The value of the Naira improved in the Nigerian Autonomous Foreign Exchange Market (NAFEM) on Tuesday, December 17 after it appreciated against the US Dollar by N1.05 or 0.07 per cent to settle at N1,544.05/$1 compared with the preceding day’s N1,545.10/$1.

However, the local currency depreciated against the Pound Sterling in the official market during the session by N5.75 to sell for N1,946.63/£1 compared with the previous day’s rate of N1,940.88/£1 and against the Euro, it slumped by N2.86 to finish at N1,611.73/€1, in contrast to Monday’s closing price of N1,608.87/€1.

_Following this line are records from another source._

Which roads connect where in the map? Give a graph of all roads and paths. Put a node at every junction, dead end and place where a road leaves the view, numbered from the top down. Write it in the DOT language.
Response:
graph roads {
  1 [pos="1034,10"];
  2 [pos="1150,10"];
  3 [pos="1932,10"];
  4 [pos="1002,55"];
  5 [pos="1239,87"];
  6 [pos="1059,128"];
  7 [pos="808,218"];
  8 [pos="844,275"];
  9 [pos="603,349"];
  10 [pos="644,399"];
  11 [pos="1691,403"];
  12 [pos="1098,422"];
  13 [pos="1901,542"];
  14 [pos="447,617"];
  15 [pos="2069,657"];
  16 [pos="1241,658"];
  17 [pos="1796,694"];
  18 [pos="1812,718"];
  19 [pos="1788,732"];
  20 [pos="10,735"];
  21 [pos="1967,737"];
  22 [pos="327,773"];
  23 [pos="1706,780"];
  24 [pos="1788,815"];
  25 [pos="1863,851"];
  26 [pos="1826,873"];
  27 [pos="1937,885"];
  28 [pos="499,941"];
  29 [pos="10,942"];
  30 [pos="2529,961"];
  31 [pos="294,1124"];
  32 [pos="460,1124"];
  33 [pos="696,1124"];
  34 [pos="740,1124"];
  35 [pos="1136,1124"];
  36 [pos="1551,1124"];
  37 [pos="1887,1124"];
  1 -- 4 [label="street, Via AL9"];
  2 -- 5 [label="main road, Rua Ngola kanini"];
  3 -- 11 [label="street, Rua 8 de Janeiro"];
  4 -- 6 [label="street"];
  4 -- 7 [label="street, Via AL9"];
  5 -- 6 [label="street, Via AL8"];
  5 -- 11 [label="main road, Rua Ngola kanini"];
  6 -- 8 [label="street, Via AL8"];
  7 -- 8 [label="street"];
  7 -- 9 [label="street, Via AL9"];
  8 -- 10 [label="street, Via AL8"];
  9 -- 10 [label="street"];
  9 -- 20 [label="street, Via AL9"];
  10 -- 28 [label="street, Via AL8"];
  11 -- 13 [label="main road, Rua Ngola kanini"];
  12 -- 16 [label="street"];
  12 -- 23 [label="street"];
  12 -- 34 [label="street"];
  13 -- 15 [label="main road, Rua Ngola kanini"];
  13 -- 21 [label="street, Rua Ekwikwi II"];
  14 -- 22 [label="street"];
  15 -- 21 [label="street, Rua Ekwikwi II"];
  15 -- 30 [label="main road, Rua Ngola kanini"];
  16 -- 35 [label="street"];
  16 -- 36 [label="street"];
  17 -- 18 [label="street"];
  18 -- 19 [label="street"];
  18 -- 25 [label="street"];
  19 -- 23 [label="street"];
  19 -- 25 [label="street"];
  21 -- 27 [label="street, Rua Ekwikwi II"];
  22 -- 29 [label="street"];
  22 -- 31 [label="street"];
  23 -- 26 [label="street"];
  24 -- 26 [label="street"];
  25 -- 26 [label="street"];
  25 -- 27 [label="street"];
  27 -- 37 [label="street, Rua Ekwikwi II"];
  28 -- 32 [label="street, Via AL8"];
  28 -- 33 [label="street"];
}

In the parallel market, the Nigerian currency maintained stability against the US Dollar on Tuesday at N1,660/$1, according to data obtained by  Business Post.

A look at the cryptocurrency market showed that profit-taking dominated yesterday as investors look forward to the decision by the US Federal Reserve to cut interest rates, a move that could impact riskier assets like crypto.

Ethereum (ETH) slid by 4.2 per cent to $3,842.17, Dogecoin (DOGE) depreciated by 3.7 per cent to sell at $0.3849, Cardano (ADA) fell by 3.5 per cent to trade at $1.03, Bitcoin (BTC) slumped by 2.6 per cent to quote at $103,838.00, Binance Coin (BNB) went down by 0.9 per cent to $710.31, and Ripple (XRP) dropped 0.3 per cent to finish at $2.51.

On the flip side, Litecoin (LTC) appreciated by 4.8 per cent to close at $122.42, and Solana (SOL) jumped by 0.6 per cent to trade at $216.11, while the US Dollar Tether (USDT) and the US Dollar Coin (USDC) closed flat $1.00 apiece.